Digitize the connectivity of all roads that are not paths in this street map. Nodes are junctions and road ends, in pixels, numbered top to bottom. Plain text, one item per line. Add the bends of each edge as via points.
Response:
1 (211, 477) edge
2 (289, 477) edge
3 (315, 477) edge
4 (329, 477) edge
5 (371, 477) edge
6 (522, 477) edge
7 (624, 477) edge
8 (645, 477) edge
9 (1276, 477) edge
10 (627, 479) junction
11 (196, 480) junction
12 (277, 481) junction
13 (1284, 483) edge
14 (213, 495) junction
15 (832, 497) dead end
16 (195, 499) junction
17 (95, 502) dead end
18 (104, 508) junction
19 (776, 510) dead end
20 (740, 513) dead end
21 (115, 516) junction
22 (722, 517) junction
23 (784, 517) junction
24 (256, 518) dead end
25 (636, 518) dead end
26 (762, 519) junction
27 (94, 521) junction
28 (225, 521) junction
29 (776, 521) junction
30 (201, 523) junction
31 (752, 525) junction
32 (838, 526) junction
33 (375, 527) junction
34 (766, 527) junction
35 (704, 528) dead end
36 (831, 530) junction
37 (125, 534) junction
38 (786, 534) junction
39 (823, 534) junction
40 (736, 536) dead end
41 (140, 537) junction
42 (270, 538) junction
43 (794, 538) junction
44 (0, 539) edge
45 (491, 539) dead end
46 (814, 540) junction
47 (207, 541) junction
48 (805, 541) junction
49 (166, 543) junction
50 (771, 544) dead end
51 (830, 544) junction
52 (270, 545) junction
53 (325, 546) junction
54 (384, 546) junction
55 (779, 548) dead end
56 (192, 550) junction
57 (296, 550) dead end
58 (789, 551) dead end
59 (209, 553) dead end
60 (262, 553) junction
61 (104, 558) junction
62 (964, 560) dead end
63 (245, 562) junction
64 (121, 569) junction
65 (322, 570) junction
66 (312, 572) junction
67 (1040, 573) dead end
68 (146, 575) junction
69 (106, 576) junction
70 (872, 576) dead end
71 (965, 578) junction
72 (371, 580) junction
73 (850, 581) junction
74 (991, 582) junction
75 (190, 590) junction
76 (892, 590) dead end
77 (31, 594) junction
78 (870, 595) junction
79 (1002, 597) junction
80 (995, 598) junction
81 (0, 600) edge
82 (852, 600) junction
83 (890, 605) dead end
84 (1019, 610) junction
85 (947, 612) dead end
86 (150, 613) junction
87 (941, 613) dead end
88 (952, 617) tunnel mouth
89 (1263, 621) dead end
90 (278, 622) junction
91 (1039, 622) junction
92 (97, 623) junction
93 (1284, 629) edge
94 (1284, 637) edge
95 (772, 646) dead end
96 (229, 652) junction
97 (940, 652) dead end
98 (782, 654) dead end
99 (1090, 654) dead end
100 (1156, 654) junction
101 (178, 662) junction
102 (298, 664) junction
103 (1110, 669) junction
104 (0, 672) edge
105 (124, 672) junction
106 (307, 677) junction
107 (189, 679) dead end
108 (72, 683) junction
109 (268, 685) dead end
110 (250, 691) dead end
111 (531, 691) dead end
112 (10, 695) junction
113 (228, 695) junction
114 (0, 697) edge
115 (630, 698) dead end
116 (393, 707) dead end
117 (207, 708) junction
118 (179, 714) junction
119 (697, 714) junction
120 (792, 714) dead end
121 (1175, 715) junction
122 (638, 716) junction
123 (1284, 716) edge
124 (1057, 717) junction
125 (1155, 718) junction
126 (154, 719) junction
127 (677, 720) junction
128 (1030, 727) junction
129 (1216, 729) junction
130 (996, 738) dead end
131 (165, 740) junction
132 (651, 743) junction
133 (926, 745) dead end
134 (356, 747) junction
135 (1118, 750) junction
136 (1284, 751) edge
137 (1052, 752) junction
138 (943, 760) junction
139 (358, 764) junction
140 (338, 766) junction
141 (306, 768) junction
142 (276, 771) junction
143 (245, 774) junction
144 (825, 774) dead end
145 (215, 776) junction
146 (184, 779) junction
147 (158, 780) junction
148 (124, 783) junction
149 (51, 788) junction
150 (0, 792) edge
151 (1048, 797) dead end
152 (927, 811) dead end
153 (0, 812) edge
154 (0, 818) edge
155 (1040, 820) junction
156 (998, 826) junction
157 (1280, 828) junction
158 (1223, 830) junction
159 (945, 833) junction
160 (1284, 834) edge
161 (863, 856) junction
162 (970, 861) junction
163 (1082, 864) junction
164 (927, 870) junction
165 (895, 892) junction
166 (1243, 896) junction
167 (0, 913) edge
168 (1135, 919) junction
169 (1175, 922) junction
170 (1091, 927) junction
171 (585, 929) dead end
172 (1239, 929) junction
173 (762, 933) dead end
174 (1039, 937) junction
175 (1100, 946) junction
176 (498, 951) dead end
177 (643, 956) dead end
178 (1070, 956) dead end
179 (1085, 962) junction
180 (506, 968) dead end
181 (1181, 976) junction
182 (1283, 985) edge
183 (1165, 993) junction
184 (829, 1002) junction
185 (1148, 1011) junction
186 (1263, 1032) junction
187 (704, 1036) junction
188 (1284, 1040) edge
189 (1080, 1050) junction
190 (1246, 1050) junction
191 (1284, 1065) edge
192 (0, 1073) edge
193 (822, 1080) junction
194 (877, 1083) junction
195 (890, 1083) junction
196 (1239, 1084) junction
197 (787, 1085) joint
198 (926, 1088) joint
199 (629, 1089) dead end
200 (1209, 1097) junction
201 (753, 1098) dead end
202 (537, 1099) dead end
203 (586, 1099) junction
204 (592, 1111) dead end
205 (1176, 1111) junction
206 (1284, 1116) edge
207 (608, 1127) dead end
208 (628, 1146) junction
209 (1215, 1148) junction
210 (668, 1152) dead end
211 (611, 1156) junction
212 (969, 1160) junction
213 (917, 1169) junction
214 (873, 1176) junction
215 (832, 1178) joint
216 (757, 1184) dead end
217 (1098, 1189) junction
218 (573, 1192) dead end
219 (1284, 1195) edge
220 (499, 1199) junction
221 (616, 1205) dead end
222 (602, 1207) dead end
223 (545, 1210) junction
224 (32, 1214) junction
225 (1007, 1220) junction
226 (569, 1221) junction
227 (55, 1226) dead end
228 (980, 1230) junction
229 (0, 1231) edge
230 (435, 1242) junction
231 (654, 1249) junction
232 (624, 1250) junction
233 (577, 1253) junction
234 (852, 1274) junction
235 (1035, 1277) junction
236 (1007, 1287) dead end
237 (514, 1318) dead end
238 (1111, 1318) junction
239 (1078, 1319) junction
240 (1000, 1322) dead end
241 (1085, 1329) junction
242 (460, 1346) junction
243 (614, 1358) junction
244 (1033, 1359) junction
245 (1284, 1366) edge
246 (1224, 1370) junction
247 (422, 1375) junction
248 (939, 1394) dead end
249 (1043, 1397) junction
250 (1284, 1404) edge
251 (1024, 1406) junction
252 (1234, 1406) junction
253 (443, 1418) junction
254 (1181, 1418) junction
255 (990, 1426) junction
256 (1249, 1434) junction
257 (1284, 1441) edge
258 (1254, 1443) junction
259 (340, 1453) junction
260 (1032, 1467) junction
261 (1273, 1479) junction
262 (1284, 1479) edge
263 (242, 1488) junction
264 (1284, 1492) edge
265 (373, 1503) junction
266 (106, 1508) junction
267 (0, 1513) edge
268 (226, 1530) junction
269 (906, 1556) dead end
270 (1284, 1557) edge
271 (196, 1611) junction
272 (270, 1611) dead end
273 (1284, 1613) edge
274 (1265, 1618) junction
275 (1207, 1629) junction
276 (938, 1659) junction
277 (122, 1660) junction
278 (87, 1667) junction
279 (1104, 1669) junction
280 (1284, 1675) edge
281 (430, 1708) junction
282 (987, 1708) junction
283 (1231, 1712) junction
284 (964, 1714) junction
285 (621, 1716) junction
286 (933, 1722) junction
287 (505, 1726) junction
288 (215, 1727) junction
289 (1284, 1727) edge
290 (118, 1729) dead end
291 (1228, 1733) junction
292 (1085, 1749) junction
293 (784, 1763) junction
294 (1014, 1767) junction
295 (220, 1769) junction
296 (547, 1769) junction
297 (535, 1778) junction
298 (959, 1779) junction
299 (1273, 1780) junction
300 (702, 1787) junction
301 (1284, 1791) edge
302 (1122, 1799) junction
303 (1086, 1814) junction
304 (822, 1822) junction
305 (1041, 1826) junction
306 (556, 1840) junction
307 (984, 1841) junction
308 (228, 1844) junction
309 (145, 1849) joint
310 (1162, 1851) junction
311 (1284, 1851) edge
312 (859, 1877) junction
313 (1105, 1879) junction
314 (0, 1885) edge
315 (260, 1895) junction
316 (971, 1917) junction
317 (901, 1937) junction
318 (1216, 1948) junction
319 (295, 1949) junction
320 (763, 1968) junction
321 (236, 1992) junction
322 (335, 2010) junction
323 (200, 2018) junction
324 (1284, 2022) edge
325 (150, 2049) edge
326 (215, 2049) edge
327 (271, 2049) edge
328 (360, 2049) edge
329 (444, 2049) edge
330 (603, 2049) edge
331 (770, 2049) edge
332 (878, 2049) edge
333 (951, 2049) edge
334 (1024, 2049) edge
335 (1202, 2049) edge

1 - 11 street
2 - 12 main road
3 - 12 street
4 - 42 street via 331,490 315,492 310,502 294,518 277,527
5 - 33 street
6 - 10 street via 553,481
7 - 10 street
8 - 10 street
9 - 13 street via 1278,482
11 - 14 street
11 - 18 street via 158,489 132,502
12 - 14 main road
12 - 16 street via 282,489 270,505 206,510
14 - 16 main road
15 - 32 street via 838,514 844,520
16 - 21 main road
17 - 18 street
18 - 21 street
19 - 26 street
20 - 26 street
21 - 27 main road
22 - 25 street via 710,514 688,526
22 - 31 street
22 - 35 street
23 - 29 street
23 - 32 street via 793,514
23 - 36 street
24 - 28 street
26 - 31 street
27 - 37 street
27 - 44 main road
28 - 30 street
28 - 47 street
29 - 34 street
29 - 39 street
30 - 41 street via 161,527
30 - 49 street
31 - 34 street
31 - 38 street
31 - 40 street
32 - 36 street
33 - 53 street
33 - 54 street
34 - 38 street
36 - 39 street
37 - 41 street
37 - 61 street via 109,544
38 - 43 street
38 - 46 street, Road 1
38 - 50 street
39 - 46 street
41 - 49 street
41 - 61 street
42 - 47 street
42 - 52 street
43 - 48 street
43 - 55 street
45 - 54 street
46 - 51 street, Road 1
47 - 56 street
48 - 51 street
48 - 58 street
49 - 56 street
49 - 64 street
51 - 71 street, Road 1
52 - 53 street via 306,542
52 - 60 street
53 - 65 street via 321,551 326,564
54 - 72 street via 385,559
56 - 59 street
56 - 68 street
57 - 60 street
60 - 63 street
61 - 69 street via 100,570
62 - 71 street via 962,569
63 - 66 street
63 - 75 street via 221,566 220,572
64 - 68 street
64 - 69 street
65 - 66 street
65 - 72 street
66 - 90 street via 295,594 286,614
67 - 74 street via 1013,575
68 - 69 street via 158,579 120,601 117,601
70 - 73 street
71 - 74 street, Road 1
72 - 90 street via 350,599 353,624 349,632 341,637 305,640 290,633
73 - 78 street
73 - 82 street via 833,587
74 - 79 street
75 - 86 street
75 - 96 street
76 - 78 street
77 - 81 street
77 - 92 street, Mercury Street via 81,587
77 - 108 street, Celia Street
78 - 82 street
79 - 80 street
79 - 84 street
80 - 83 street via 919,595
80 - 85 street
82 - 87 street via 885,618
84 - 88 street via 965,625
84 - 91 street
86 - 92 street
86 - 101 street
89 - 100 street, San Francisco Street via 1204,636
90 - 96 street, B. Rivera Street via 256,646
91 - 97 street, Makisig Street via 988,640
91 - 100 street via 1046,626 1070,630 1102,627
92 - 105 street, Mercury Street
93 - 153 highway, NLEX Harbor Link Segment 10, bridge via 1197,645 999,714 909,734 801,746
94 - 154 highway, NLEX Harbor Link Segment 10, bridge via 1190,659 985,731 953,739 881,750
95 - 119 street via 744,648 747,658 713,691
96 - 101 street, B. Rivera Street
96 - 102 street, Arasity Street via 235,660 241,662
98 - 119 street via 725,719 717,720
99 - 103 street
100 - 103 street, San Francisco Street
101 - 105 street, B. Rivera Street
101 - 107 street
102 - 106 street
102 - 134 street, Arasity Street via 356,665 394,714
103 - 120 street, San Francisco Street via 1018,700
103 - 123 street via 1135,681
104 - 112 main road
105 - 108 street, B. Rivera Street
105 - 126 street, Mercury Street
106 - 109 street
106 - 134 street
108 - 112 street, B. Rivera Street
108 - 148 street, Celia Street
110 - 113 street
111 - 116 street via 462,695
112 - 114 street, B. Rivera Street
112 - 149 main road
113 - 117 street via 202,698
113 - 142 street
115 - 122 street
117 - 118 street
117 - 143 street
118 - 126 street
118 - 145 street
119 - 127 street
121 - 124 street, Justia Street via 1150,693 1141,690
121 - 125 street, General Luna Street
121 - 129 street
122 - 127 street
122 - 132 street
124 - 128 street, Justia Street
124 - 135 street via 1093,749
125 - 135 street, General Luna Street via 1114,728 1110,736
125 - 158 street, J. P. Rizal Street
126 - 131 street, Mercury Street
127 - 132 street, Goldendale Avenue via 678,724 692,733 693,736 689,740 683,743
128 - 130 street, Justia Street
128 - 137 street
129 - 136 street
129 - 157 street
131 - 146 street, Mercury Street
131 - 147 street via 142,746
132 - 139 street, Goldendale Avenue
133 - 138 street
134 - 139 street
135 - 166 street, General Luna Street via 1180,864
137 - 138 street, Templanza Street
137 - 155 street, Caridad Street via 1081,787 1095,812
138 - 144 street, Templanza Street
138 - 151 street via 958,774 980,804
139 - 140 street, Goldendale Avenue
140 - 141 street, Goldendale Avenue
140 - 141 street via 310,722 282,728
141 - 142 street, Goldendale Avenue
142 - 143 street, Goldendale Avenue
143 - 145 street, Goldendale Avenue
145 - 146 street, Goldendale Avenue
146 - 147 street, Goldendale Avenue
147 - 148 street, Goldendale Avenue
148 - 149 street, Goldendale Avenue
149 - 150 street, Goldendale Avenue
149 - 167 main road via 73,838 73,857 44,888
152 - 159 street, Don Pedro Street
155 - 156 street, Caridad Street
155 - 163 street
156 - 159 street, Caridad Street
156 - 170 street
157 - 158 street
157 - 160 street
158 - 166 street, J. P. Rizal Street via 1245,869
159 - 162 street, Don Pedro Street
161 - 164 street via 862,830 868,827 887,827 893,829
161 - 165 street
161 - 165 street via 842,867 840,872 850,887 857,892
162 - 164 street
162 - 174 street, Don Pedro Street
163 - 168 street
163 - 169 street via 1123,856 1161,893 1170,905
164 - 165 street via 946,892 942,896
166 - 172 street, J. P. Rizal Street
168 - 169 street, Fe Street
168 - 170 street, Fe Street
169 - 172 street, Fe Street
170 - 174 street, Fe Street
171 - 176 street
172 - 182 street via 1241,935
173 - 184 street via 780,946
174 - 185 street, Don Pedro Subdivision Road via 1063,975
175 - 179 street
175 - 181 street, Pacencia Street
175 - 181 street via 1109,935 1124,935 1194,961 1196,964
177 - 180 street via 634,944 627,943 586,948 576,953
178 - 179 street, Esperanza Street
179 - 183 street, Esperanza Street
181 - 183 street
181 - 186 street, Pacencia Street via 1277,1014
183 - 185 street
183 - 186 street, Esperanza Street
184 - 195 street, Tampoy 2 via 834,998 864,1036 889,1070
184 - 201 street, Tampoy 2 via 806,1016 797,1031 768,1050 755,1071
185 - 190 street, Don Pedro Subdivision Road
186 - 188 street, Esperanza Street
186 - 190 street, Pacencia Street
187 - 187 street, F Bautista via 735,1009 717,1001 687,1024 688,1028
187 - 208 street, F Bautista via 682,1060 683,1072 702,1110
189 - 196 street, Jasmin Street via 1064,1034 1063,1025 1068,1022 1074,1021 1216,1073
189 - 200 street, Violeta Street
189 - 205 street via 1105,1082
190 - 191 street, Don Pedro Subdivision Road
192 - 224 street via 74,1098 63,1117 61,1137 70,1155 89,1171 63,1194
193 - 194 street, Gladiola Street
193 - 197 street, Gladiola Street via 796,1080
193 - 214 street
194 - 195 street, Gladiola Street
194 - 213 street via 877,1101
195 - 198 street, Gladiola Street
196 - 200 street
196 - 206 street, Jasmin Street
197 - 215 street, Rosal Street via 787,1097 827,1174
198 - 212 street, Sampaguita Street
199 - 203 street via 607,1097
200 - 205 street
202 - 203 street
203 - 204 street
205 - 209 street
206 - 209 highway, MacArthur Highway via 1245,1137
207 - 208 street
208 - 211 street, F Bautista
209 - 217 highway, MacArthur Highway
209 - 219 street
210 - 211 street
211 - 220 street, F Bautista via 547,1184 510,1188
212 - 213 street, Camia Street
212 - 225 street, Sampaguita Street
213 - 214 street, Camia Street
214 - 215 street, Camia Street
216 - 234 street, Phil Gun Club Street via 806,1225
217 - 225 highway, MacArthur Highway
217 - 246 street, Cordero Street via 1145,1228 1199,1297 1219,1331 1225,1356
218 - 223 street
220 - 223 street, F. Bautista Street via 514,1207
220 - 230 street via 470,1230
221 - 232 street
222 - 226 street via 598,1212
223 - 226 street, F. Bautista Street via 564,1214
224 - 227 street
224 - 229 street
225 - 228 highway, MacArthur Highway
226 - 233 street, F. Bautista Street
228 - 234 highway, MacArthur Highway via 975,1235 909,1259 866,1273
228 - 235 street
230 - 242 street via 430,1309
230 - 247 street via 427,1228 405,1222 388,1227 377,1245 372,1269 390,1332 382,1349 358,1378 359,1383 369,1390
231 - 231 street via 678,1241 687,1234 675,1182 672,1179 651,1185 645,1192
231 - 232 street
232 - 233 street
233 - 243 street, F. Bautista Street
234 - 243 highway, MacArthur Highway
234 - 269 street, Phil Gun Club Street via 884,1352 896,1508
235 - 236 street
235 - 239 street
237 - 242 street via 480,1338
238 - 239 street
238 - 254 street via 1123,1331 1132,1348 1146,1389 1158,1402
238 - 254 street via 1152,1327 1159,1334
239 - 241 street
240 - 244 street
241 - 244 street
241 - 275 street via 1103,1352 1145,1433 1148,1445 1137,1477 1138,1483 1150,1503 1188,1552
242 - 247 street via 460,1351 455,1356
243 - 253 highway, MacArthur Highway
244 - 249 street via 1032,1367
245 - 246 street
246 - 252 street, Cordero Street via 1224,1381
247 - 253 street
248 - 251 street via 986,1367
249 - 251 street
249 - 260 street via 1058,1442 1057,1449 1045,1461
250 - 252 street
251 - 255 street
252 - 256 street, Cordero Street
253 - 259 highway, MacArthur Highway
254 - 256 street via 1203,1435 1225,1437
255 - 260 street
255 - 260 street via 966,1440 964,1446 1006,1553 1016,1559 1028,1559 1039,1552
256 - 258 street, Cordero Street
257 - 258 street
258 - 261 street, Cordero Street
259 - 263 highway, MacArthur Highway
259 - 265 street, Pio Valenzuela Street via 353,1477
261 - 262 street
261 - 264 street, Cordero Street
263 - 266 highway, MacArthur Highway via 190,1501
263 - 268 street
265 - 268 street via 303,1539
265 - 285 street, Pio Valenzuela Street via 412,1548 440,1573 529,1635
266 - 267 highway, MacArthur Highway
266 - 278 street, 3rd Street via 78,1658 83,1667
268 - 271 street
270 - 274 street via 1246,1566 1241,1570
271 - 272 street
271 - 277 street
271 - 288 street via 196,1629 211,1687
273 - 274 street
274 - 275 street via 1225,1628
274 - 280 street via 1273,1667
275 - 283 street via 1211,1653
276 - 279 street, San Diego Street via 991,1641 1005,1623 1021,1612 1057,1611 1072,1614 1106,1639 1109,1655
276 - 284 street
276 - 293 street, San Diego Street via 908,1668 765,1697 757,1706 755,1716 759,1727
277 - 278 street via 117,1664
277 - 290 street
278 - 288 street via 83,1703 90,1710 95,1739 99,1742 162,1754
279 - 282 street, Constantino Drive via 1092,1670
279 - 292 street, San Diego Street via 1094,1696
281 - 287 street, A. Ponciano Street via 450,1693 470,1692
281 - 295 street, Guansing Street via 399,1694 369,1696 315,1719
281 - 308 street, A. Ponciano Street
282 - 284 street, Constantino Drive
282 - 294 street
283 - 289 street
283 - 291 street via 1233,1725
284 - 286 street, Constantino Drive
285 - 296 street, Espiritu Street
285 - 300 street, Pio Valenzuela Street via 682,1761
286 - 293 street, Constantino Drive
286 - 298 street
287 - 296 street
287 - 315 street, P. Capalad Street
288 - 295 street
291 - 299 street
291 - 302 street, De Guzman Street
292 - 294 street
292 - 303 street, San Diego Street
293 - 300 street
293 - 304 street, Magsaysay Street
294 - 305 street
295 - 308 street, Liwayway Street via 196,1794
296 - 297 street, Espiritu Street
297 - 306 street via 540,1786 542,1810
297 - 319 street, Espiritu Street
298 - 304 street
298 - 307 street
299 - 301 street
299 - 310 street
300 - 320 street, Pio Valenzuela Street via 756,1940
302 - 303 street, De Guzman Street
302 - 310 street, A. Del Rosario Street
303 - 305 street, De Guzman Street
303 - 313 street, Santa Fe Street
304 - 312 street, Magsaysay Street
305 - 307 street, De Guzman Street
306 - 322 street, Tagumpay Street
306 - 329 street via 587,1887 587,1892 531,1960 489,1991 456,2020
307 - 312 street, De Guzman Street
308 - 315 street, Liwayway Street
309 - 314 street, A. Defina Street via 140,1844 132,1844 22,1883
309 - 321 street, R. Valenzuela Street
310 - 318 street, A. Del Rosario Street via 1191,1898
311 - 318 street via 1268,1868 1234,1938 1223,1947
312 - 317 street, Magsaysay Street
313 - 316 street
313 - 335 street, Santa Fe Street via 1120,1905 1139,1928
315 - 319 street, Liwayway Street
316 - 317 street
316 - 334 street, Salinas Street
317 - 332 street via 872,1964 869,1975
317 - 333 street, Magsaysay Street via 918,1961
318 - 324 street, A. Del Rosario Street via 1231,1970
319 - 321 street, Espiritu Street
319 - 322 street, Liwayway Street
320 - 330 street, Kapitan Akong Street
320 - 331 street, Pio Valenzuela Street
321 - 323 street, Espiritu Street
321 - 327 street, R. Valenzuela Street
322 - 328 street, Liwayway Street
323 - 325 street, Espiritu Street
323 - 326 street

++++

▸ **REQUIRED WORK**
Copy out each line of the entries where the word "Rizal" is found.

▸ **PROBLEM SOLUTION**
125 - 158 street, J. P. Rizal Street
158 - 166 street, J. P. Rizal Street via 1245,869
166 - 172 street, J. P. Rizal Street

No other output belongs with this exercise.